Subtractive Interaction Proteomics Reveal A Network Of Signaling Pathways Activated By An Oncogenic Transcription Factor In High Risk Aml

Acute myeloid leukemias (AML) are characterized by recurrent genomic alterations, often in transcriptional regulators, which form the basis on which current prognostication and therapeutic intervention is overlaid. Three subtypes of AML carrying specific translocations, namely t(15;17), t(11;17) and t(6;9), are notable for being associated with a smaller number of co-existing driver mutations than e.g. AML with normal karyotype.
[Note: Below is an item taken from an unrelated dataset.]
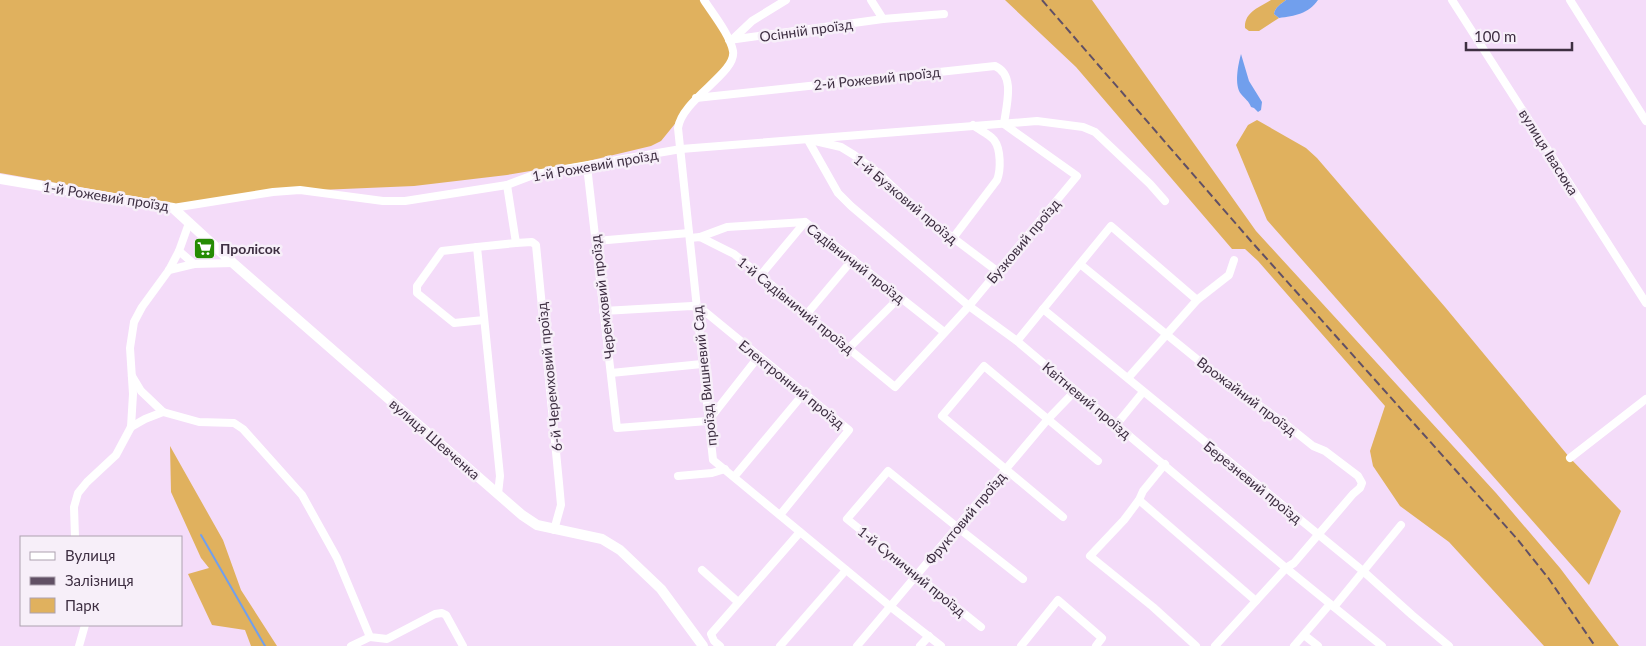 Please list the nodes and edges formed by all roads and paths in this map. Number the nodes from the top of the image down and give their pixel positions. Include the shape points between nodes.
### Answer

This strongly suggests that the function of their aberrant gene products, PML/RAR and DEK/CAN, respectively, may subsume the functions of other driver mutations. Thus we hypothesized that these functions, while as yet elusive, not necessarily require sequential acquisition of secondary genomic alterations. We elected to study AML with the t(6;9), defined as a distinct entity by the WHO classification, because of its particular biological and high risk clinical features and unmet clinical needs. Most t(6;9)-AML patients are young, with a median age of 23-40 years, complete remission rates do not exceed 50% and median survival after diagnosis is only about 1 year. We used a novel “subtractive interaction proteomics” (SIP) approach to understand the mechanisms by which the t(6;9)-DEK/CAN nuclear oncogene induces this highly resistant leukemic phenotype.